_TASK GOAL_. Each line below that contains the word "content" must be copied.

****************************************

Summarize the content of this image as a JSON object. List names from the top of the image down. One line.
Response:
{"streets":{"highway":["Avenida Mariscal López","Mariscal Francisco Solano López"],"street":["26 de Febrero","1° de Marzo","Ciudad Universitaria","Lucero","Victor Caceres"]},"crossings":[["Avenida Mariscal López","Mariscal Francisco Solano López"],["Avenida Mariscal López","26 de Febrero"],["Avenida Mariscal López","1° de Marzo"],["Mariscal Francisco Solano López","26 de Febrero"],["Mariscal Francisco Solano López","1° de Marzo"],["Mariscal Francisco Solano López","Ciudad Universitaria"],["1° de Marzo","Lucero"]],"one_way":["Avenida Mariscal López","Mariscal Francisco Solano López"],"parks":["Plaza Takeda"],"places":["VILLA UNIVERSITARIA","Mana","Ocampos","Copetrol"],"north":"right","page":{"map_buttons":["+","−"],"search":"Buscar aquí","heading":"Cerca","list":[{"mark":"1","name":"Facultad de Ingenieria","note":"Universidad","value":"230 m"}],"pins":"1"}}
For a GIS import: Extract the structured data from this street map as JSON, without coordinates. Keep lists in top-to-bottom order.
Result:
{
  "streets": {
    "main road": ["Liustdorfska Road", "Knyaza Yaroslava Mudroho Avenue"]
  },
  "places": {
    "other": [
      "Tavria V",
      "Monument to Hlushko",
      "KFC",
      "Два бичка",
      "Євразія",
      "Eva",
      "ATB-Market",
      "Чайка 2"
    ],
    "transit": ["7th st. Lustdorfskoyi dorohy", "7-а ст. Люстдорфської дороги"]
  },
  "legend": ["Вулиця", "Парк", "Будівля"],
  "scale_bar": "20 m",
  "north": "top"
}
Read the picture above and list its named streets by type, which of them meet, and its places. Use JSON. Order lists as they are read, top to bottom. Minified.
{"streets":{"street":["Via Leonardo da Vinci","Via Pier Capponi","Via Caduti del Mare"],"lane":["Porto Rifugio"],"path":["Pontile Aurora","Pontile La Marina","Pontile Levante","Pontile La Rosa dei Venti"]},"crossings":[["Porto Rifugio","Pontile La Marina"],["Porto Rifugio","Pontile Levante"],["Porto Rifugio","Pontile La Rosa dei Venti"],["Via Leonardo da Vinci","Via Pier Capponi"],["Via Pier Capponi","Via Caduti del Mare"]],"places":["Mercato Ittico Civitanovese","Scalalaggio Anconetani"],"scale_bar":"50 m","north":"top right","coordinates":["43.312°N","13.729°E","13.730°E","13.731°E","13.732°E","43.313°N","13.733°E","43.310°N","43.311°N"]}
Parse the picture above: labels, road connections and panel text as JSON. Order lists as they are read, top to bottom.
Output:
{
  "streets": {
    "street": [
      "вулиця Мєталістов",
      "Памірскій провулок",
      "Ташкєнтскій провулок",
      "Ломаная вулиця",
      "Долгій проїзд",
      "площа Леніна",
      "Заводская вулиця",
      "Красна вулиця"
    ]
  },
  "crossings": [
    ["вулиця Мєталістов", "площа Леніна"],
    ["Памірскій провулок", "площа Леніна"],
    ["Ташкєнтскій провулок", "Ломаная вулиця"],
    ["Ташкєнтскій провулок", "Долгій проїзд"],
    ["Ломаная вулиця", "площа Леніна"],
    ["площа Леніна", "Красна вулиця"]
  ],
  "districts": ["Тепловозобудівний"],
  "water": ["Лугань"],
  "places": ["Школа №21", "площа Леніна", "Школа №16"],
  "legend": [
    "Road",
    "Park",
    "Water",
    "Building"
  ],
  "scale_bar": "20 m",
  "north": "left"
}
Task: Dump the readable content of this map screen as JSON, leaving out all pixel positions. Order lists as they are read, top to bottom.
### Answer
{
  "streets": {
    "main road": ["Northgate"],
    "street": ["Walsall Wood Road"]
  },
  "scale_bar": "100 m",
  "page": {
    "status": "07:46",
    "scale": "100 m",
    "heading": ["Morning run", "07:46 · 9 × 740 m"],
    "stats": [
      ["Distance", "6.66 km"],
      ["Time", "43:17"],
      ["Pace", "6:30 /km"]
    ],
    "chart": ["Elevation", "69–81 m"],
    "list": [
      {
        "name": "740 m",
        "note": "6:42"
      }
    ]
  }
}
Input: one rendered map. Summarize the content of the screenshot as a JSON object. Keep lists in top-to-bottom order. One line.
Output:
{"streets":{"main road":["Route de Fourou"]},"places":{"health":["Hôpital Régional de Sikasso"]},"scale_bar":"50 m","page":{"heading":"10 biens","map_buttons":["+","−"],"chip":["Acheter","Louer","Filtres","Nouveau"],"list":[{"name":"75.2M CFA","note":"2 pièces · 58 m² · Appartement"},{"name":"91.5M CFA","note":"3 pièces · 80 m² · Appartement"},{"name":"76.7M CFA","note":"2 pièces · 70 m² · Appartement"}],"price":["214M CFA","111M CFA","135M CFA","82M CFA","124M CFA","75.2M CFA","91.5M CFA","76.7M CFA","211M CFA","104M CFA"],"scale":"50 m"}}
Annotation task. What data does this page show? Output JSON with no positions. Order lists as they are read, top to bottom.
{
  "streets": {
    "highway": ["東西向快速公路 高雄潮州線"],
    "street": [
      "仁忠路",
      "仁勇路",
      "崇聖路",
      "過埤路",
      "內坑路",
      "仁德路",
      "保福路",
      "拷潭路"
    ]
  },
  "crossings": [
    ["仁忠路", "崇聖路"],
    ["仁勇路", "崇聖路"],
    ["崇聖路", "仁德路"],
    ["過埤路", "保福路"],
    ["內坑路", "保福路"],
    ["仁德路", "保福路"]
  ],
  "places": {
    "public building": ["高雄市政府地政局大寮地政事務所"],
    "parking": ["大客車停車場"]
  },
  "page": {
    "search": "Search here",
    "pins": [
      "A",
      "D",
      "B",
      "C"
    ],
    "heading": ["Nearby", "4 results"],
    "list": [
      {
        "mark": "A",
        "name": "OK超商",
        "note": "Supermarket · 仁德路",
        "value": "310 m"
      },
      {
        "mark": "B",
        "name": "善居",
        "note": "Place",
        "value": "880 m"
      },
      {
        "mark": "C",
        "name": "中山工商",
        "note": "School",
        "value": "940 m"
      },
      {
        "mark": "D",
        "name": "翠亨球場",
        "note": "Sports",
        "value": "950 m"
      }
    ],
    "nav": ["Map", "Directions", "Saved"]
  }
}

****************************************

_RESPONSE TO THE EXERCISE_.
Summarize the content of this image as a JSON object. List names from the top of the image down. One line.
Task: Dump the readable content of this map screen as JSON, leaving out all pixel positions. Order lists as they are read, top to bottom.
Input: one rendered map. Summarize the content of the screenshot as a JSON object. Keep lists in top-to-bottom order. One line.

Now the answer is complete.